Last week the Action Plan for Jobs was announced. Any initiative aimed at promoting job creation is to be welcomed, and the focus of the Plan is on improving the conditions for doing business in Ireland. While ‘bold ambitions’ are to be admired, it’s difficult to see how the target of increasing the number of people in work by 100,000 – from 1.8 million to 1.9 million jobs by 2016 - can be realised, when the next three budgets are expected to take a further €9 billion out of the economy by 2016. One can only imagine the sorry state that the country will be in, in three years time - if we continue on the current path of austerity piled on top of more austerity.
On Monday night the Frontline programme was devoted to discussing the Action Plan. One of the panellists was businesswoman Glenna Lynch whose business has been struggling since the onset of the crisis and she has been forced to let people go. When asked what she thought about the Action Plan, she said that there was very little in it for her and that the problems she faces relate to the fact that successive austerity budgets are sucking money, demand and confidence out of the economy.
Pathways to Work is being launched tomorrow, the objective of which is to “drive the introduction of measures to improve the conditions for job creation across the economy and to ensure that the creation of these jobs feeds into a reduction in unemployment”. Our labour market activation policies have long been in need of reform, and they must reflect the complexities of the labour market in a modern economy.
In general the Action Plan for Jobs and Pathways to Work can be described as ‘supply-side’ measures, aimed at creating the conditions for businesses to create jobs and for people to be in a position to the take up jobs.
But how can businesses create jobs when the demand for their goods and services is static or shrinking because of budgetary measures?

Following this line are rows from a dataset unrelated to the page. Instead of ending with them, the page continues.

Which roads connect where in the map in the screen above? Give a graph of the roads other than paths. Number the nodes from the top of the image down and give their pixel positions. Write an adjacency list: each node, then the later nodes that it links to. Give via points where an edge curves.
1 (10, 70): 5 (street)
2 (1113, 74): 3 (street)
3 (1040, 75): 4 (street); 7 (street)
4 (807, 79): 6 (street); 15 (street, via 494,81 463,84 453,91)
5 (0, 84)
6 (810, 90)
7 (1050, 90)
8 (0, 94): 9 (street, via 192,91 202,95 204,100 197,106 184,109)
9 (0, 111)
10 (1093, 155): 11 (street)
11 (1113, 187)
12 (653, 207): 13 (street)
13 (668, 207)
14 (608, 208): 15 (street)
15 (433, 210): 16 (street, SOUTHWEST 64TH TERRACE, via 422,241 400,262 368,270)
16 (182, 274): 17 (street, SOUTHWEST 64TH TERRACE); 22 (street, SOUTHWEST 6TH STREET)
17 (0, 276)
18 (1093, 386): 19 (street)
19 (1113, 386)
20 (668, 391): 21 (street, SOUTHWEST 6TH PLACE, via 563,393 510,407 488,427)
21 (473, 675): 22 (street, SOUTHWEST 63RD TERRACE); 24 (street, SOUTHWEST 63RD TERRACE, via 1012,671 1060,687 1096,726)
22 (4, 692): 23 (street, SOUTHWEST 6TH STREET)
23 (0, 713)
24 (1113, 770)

What’s needed are a series of ‘demand-side’ measures aimed at creating demand for labour, and this requires investment. But this investment should not be financed from the sale of state assets, which should rather be used to support investment in the medium term. Instead, much needed short-term investment should be financed through the €4.7billion remaining in the NPRF, along with an initiative that allows part of the €5.3 billion held by Irish pension funds to be invested in infrastructural projects.
5 comments:
There is no shortage of 'supply-side' measures that could be taken in the sheltered sectors that would reduce excessive and unjustified non-labour costs and increase real disposable incomes - but too many of the rent-seekers beloved of the 'progressive-left' might be discombobulated so it's far easier to go after 'other people's money' and impose a bit of financial repression.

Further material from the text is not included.